**Record set:**
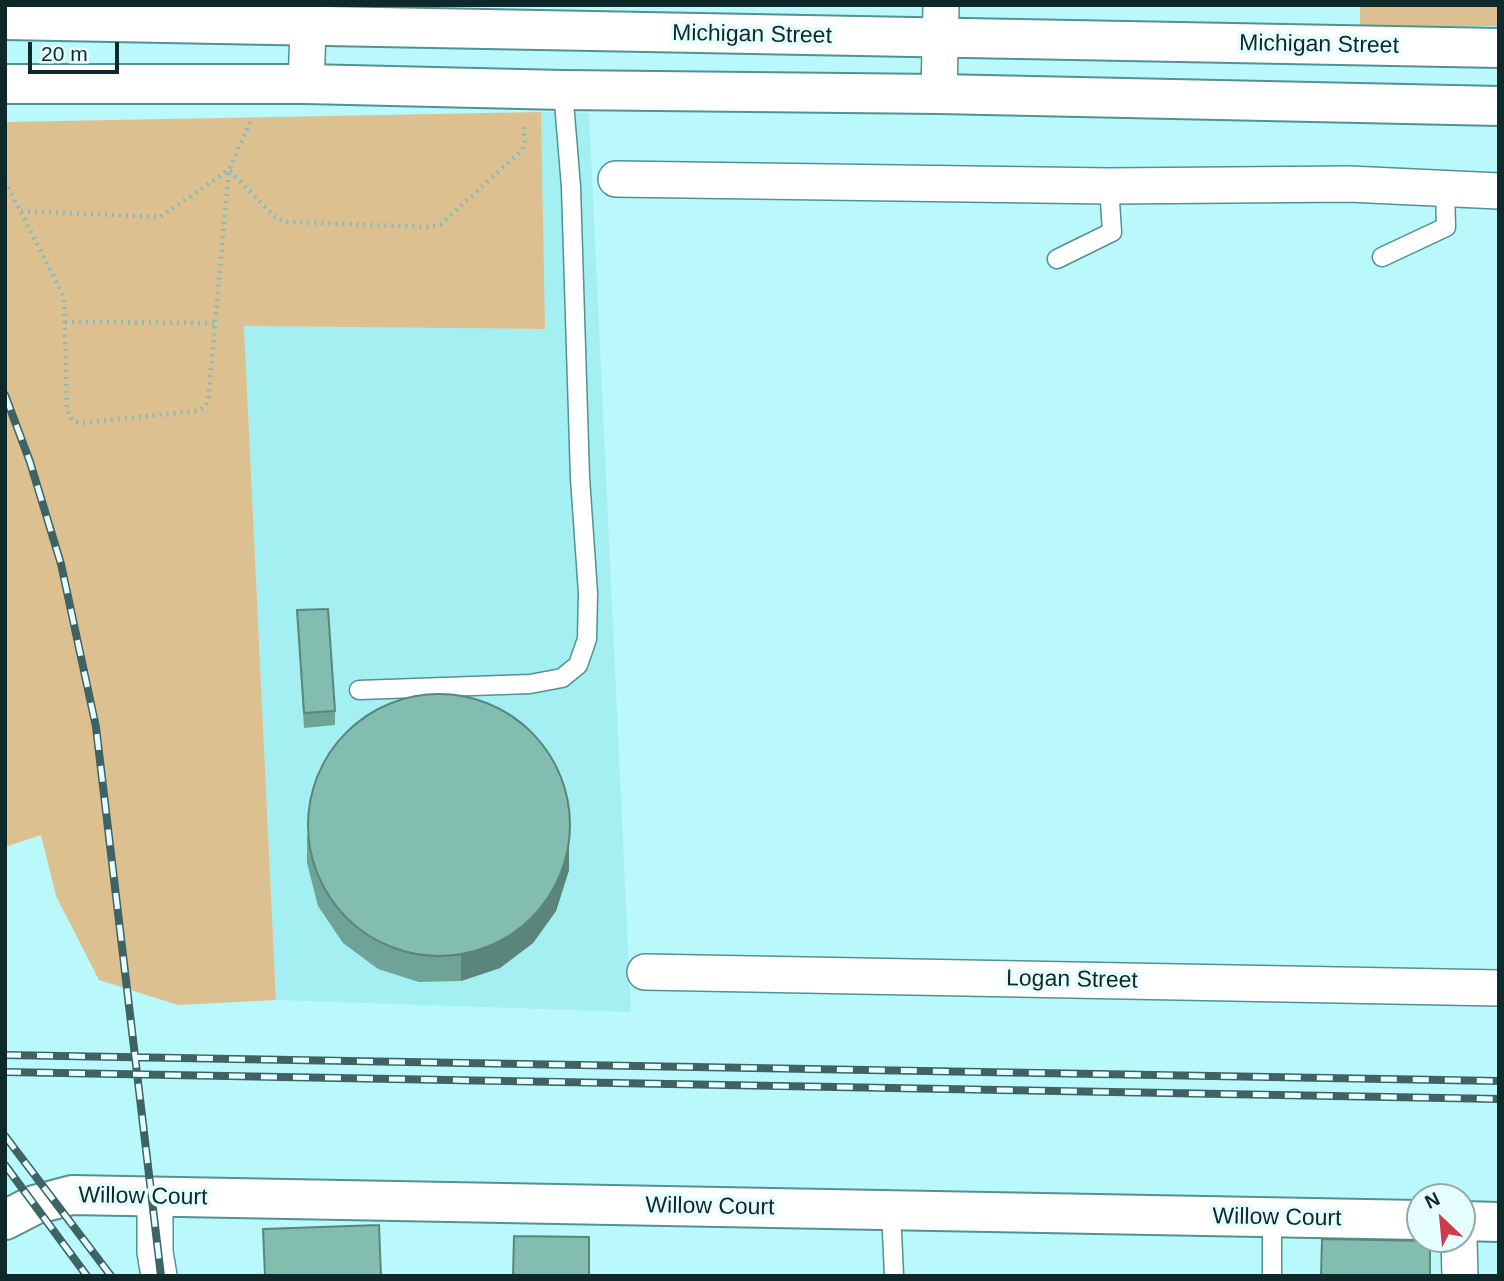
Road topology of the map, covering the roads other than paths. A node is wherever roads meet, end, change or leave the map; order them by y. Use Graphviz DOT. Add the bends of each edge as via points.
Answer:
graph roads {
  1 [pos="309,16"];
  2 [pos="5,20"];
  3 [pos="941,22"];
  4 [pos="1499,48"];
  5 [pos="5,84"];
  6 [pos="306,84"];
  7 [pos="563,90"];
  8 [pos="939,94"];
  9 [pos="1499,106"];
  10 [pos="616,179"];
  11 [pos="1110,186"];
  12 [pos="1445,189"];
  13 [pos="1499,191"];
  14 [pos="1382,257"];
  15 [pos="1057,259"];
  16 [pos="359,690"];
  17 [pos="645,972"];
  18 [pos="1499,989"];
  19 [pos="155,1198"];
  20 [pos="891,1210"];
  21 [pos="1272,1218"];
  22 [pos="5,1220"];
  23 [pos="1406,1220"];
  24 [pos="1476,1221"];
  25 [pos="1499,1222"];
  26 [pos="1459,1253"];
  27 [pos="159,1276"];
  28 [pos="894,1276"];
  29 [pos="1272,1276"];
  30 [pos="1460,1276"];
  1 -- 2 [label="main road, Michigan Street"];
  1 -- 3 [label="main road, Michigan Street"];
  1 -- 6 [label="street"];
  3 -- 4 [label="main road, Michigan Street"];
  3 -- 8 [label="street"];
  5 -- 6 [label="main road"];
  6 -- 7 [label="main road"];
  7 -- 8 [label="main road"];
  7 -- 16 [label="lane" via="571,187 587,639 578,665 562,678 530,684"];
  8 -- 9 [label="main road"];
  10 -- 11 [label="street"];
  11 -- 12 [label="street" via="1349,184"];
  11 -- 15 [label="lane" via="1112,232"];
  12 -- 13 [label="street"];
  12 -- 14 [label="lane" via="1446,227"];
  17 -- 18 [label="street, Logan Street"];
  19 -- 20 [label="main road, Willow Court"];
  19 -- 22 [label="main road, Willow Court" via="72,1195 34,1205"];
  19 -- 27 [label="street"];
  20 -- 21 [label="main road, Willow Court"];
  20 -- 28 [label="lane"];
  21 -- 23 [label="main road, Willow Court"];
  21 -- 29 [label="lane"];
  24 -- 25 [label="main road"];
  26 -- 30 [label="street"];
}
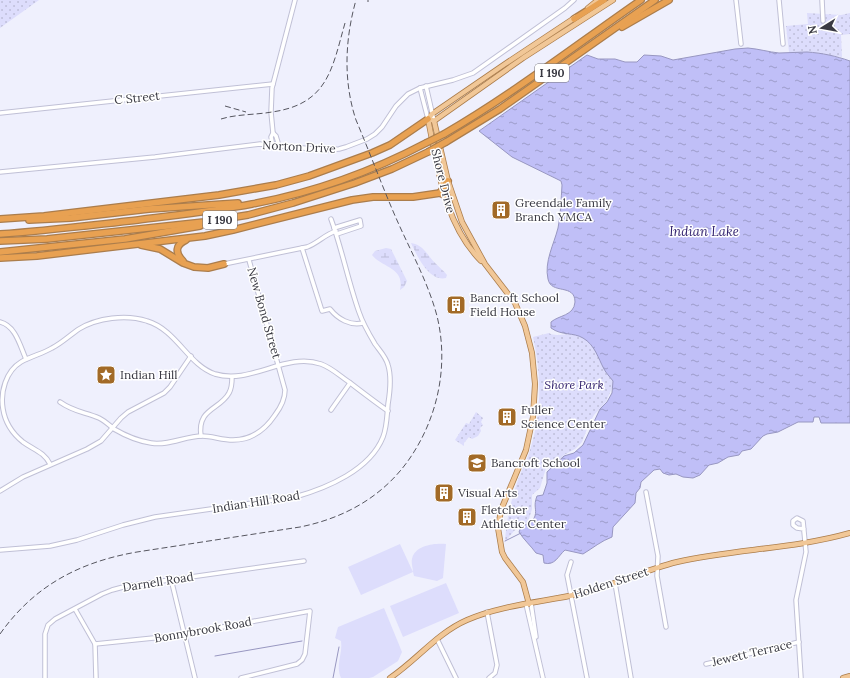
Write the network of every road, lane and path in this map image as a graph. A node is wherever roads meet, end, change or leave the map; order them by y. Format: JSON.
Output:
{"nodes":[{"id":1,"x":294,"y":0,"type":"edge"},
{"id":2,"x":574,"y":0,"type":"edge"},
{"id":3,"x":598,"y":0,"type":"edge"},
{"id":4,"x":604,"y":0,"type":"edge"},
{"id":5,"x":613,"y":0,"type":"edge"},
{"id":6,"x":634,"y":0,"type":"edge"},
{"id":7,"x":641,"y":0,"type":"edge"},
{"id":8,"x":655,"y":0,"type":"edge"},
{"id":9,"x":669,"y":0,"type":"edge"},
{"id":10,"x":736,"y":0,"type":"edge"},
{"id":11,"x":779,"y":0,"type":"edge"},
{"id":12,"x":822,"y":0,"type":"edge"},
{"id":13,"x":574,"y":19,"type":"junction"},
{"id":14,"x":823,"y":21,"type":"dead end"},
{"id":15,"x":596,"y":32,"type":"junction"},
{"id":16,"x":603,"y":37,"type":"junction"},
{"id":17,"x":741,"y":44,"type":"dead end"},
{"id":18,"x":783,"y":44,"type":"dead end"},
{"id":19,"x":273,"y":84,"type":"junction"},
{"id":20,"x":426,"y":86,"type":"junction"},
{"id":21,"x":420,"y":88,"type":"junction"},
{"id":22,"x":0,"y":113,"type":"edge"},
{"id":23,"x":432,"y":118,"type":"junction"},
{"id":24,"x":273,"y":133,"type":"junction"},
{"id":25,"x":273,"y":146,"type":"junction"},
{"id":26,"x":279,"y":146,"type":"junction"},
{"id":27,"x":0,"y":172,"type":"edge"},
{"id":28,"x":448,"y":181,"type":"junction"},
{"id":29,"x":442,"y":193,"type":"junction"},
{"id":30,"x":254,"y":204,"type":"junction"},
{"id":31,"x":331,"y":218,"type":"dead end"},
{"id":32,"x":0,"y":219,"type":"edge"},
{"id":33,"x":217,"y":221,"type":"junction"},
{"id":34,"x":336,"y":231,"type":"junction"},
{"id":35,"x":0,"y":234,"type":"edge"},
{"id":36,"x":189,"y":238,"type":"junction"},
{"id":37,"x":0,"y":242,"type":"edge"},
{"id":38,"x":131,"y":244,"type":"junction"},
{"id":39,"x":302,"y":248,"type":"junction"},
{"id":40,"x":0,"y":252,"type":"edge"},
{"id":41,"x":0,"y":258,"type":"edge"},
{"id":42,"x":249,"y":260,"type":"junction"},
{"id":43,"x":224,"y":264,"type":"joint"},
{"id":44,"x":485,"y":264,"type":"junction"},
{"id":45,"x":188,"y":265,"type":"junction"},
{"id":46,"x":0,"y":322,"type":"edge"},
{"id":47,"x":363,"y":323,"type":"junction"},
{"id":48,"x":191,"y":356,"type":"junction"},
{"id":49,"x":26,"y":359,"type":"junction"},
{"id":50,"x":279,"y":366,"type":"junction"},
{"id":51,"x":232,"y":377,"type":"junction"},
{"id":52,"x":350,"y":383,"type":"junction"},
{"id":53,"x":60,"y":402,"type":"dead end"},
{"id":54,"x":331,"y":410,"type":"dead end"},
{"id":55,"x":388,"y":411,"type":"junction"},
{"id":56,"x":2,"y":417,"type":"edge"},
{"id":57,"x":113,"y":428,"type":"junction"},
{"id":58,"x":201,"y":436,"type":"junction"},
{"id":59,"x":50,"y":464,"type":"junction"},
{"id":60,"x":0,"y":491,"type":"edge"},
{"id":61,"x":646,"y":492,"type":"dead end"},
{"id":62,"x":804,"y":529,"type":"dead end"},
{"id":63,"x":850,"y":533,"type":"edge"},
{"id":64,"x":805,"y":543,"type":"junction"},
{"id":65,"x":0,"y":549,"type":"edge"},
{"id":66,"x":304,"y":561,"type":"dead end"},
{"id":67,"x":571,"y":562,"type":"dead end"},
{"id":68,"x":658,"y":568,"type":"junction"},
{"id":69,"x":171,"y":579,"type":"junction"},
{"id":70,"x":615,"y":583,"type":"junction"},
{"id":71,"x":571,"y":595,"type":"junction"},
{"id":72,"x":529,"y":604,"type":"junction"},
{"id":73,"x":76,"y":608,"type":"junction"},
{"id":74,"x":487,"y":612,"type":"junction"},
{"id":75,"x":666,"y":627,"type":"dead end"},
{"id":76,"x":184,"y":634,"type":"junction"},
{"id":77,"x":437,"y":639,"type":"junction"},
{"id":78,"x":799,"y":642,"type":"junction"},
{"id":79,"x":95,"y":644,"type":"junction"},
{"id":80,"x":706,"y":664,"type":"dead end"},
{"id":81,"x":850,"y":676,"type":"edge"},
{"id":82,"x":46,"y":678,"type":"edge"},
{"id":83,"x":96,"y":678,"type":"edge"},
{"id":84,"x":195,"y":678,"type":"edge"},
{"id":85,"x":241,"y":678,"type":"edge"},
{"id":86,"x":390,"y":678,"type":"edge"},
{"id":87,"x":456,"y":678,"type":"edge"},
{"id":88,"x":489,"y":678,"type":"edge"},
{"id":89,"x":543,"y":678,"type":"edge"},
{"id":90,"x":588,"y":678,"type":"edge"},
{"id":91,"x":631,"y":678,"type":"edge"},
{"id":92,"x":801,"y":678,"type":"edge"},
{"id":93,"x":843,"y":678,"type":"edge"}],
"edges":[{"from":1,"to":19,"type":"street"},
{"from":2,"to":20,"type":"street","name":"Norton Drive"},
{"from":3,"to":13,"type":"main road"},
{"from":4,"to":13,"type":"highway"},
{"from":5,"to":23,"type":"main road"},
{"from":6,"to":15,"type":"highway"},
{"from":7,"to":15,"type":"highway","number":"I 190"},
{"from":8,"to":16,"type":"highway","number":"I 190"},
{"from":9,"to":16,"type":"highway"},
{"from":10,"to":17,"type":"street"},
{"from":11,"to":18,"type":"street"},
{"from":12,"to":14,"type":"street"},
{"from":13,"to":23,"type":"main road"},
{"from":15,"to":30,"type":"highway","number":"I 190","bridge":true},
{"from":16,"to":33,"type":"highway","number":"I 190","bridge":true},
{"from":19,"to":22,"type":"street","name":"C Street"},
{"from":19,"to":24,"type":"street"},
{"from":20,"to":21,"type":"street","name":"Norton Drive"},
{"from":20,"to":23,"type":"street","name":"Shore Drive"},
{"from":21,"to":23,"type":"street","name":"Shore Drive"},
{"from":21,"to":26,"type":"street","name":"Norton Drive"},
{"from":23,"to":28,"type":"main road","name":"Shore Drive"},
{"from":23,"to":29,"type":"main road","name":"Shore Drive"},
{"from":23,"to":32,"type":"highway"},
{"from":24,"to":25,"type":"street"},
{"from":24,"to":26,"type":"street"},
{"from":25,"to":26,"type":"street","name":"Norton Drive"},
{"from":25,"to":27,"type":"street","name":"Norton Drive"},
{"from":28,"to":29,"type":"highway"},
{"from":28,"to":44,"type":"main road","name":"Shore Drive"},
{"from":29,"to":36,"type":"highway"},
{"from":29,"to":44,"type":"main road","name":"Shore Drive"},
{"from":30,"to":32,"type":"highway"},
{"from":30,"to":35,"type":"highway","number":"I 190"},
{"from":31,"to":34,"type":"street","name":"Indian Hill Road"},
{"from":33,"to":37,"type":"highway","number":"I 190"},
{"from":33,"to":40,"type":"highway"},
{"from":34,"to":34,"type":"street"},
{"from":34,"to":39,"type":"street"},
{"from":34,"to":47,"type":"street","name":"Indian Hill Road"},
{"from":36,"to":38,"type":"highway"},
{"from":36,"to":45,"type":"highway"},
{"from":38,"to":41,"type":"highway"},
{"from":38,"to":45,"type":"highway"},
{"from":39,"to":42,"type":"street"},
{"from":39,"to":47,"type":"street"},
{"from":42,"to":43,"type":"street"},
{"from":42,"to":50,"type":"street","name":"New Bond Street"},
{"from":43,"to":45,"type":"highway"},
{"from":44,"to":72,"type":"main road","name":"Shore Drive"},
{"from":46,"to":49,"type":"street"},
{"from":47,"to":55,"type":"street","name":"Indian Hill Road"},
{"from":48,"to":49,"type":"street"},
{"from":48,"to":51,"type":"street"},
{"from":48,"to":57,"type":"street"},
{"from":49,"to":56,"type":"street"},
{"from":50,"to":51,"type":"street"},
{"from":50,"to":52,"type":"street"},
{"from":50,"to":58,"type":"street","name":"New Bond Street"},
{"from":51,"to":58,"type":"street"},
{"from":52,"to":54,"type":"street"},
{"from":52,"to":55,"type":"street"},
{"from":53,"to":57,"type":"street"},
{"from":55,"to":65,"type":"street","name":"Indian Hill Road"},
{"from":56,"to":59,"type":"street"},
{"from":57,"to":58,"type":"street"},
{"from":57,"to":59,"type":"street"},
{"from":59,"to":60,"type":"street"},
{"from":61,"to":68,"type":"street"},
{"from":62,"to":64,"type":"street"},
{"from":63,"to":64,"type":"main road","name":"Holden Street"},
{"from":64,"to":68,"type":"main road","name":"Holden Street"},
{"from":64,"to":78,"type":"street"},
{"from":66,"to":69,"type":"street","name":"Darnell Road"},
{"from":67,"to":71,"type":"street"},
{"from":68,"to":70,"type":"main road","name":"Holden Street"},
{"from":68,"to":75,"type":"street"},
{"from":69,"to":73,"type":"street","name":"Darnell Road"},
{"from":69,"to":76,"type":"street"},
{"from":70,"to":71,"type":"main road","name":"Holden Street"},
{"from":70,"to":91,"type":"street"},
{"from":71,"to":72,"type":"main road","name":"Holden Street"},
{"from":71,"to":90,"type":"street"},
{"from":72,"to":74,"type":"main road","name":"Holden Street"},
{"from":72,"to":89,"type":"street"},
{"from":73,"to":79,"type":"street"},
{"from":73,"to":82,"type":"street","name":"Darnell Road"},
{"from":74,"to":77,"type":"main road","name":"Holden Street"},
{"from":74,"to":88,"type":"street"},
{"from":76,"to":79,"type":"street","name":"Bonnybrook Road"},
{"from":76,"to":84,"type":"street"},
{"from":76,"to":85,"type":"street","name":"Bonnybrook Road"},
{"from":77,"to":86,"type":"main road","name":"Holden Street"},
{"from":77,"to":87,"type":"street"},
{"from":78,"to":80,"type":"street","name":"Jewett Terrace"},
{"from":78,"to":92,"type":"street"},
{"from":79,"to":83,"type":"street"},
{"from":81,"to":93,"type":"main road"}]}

**Assignment:** Where a line of the records includes "Bonnybrook", copy it.

**Solution to this exercise:**
{"from":76,"to":79,"type":"street","name":"Bonnybrook Road"},
{"from":76,"to":85,"type":"street","name":"Bonnybrook Road"},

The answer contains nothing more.